The prevalence of personality disorder in schizophrenia and psychotic disorders: systematic review of rates and explanatory modelling
Bibliographic record
Abstract
BACKGROUND: Personality disorder (PD) in psychosis is poorly studied. As PD can affect outcome in mental disorders, it is important to understand its prevalence in order to plan services, understand prognosis more fully and maximize management options. MethodLiterature searching revealed 3972 potential papers. Twenty papers including 6345 patients were included in the final analysis. There was great variation in prevalence and multilevel modelling was used to identify possible reasons for this heterogeneity. RESULTS: The prevalence of PD varied from 4.5% to 100%. Multilevel analysis suggested country of study, study type, the instruments used to diagnose PD and patient care correlated with the prevalence data explaining the study level heterogeneity, with 34.2, 33.4, 17.0 and 4.5% by each variable respectively. Personality studies in Canada and Sweden reported lower PD prevalence, whereas in Spain it was higher than the multinational study.

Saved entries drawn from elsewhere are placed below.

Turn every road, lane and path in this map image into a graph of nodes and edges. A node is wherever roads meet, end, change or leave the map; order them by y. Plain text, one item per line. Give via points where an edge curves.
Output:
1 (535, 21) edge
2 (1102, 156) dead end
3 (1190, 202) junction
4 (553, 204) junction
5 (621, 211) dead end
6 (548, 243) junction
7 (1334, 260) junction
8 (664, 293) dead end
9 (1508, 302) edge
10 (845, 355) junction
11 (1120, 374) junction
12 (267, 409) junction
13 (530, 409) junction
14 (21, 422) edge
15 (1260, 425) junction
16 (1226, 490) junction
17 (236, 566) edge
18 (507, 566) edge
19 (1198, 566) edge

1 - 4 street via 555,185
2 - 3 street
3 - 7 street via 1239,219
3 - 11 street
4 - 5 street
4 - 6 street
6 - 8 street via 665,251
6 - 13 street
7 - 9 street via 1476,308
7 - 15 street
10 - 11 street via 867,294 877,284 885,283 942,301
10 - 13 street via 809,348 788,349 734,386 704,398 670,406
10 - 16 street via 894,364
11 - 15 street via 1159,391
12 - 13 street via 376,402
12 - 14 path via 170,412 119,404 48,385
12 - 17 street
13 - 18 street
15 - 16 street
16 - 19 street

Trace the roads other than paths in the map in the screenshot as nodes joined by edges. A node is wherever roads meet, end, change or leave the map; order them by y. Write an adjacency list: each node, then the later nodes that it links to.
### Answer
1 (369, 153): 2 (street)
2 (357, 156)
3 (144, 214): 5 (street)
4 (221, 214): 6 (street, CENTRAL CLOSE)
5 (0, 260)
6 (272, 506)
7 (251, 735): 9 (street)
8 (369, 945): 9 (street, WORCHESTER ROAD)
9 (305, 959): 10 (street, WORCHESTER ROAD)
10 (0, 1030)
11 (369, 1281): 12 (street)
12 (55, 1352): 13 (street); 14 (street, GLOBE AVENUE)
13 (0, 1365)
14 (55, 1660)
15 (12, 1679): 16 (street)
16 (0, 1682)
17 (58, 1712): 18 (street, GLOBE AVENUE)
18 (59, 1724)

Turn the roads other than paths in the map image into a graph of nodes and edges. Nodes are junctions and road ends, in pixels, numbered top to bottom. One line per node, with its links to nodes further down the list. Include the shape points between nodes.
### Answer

Compared with randomized controlled trials, case-control studies reported lower prevalence [odds ratio (OR)=0.35, 95% confidence interval (CI) 0.15-0.79] and observational studies higher prevalence (OR 70.5, 95% CI 8.5-583). Primary-care patients were less likely to be diagnosed (OR 0.02, 95% CI 0-0.19) than hospital patients, and out-patients had higher prevalence (OR 12.5, 95% CI 1.77-88.6). CONCLUSIONS: The reported prevalence of PD in schizophrenia varies significantly. Statistical modelling suggests care, country, study type and diagnostic tools for PD all bias prevalence rates. The number of papers reaching the inclusion criteria, the relative paucity of information and the difficulties in developing an accurate statistical model limited interpretation from the study.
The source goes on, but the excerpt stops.